Data to process:
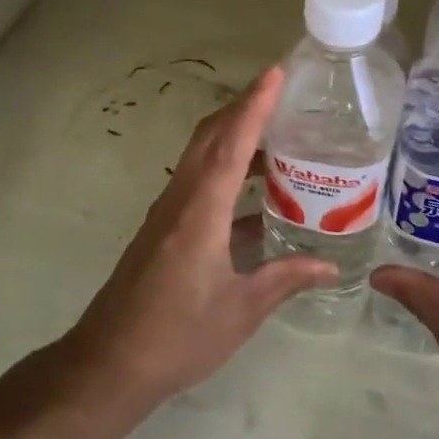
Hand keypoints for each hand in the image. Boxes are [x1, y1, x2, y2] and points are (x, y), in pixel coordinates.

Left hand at [58, 67, 335, 409]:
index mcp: (201, 213)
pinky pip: (198, 182)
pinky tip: (256, 194)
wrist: (109, 365)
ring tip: (279, 137)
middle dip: (243, 108)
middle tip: (284, 95)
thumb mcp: (242, 310)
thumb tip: (329, 264)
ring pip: (201, 157)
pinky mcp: (163, 229)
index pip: (232, 145)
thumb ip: (286, 278)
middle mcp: (181, 200)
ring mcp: (167, 213)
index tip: (275, 73)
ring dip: (234, 137)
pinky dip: (226, 171)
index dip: (255, 106)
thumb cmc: (178, 336)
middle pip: (210, 138)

About this task:
Return every entry above exactly as written, with no pictures included.

Problem solution:
Hand keypoints for each hand in the image. Boxes are [x1, y1, x2, y2] and points are (x, y), in pixel coordinates.

Left hand at [58, 67, 335, 409]:
index mcp: (201, 213)
pinky pip: (198, 182)
pinky tip: (256, 194)
wrist: (109, 365)
ring tip: (279, 137)
middle dip: (243, 108)
middle tip: (284, 95)
thumb mcp: (242, 310)
thumb tip: (329, 264)
ring pip: (201, 157)
pinky mcp: (163, 229)
index pip: (232, 145)
thumb ip: (286, 278)
middle mcp: (181, 200)
ring mcp: (167, 213)
index tip: (275, 73)
ring dip: (234, 137)
pinky dip: (226, 171)
index dip: (255, 106)
thumb cmc: (178, 336)
middle pip: (210, 138)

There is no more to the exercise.